*What needs to be done*. Only a number is wanted here, namely how many lines of the data contain the string "HERMES".

+ + +

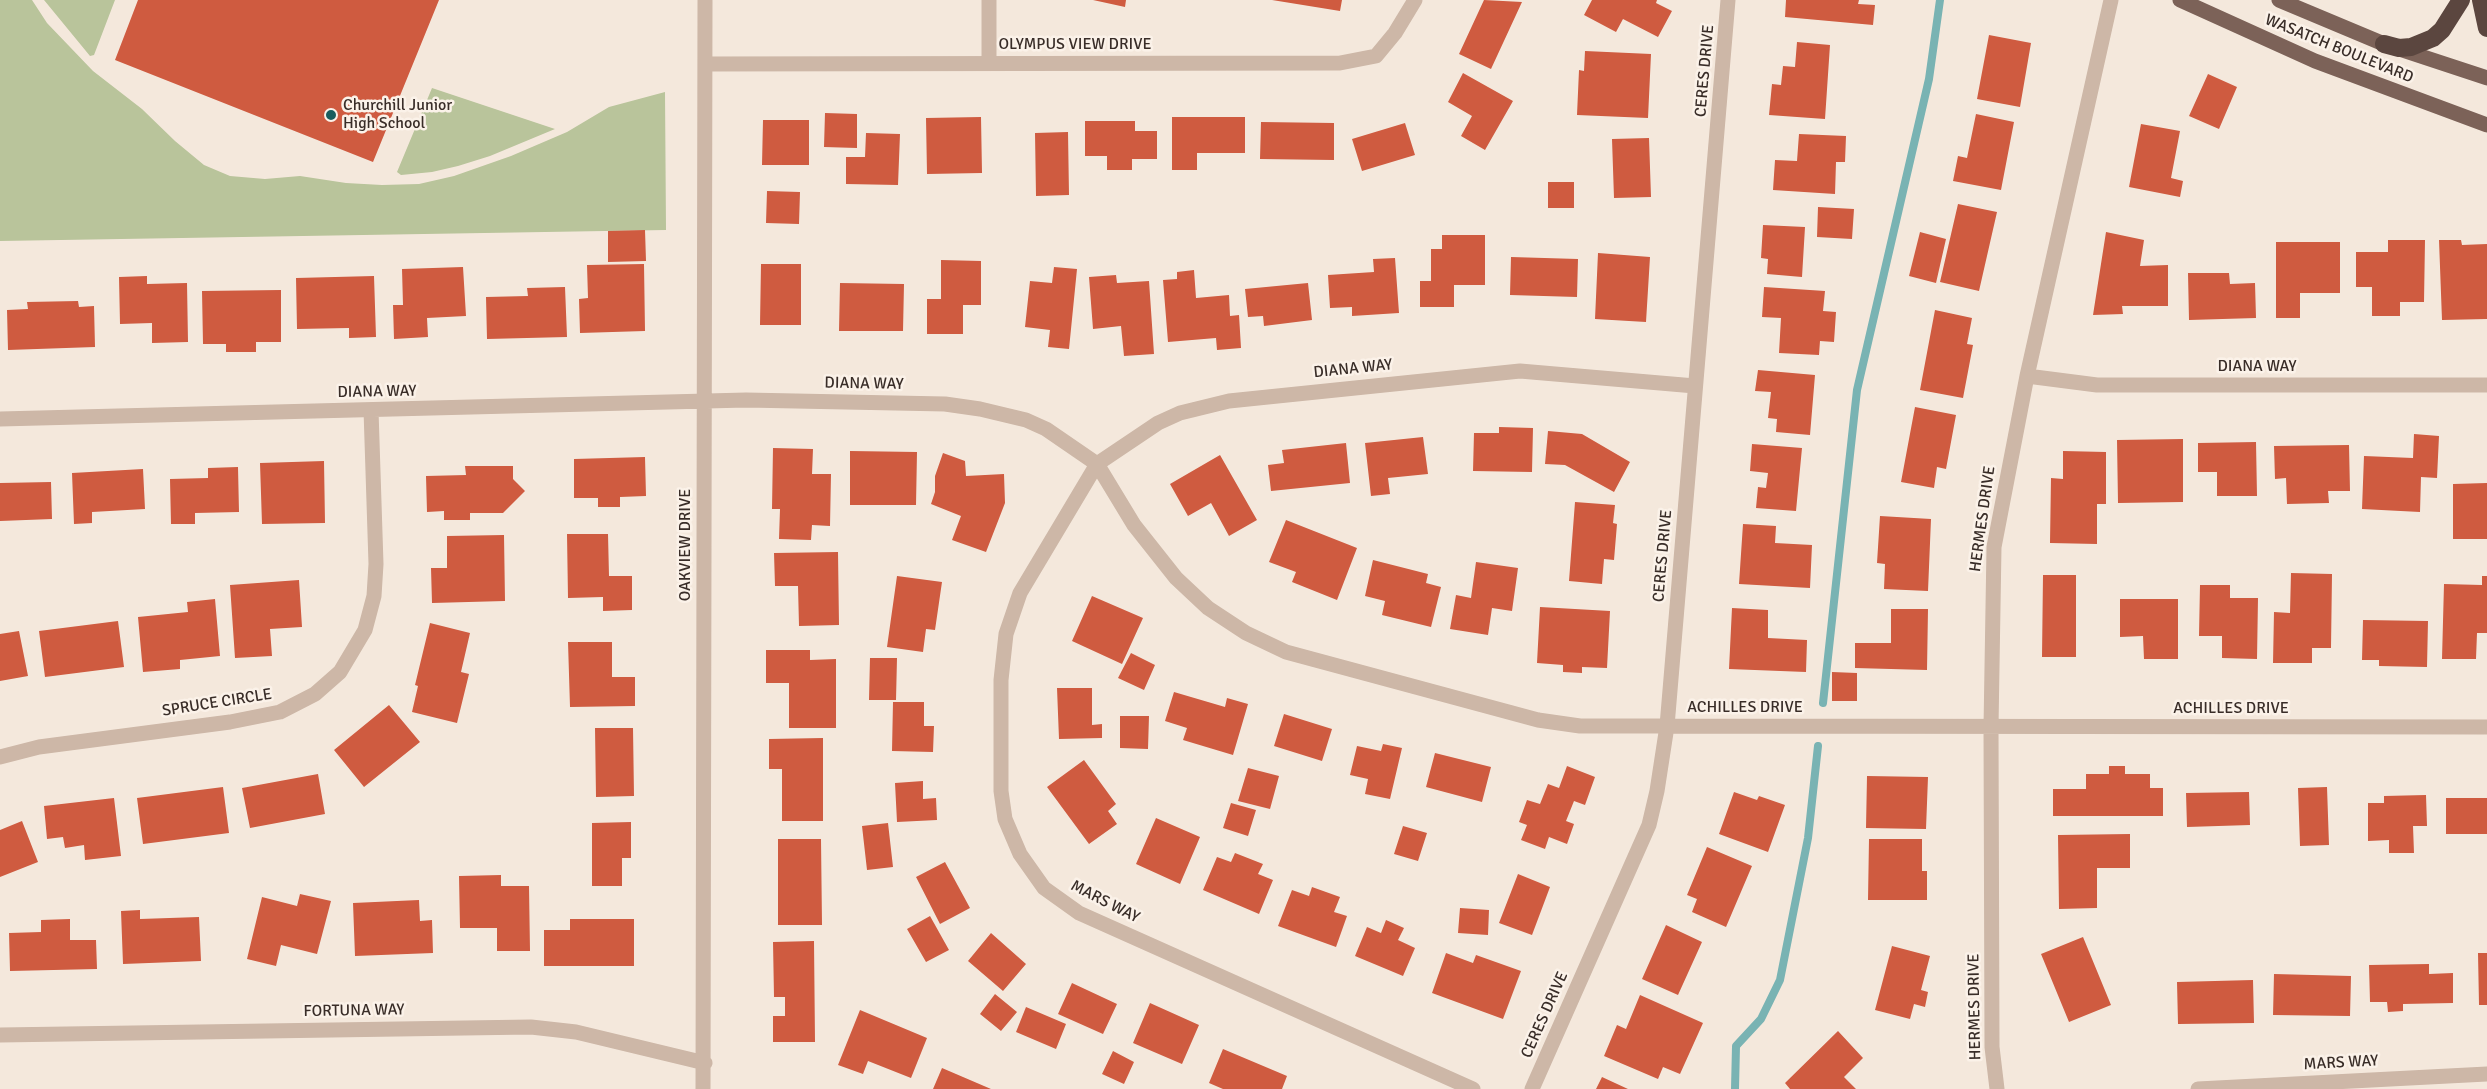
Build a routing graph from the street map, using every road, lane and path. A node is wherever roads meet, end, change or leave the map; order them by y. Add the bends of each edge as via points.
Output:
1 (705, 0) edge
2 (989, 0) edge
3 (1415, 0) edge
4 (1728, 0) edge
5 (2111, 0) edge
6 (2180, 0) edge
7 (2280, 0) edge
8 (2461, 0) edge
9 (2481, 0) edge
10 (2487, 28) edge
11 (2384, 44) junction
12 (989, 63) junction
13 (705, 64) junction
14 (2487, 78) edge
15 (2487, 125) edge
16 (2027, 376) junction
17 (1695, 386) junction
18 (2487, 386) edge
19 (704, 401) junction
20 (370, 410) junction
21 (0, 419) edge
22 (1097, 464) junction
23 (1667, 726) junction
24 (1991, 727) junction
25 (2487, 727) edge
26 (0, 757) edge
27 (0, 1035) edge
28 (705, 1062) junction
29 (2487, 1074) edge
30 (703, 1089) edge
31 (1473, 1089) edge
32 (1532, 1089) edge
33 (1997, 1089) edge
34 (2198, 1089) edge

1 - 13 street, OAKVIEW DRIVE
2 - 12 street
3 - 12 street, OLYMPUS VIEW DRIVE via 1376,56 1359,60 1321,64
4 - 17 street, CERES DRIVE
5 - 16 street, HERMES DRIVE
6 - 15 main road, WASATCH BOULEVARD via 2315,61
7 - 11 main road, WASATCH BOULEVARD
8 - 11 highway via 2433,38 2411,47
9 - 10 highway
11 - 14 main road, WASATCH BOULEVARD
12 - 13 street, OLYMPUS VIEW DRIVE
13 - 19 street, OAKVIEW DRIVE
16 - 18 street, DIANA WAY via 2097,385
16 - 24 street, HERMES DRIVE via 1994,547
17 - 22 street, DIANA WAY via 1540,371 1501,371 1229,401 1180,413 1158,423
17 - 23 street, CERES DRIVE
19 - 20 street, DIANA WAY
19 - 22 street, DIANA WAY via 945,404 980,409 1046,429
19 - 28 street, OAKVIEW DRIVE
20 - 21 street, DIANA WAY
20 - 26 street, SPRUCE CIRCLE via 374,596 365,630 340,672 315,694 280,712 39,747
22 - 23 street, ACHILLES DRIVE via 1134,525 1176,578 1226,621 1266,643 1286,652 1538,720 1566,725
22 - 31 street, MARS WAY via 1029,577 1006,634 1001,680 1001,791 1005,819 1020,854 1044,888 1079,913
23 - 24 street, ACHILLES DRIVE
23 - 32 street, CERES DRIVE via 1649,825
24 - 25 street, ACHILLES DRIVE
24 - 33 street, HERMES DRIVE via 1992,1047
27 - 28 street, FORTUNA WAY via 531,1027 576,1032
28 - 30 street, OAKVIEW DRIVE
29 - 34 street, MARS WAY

+ + +

*Finished exercise*. 3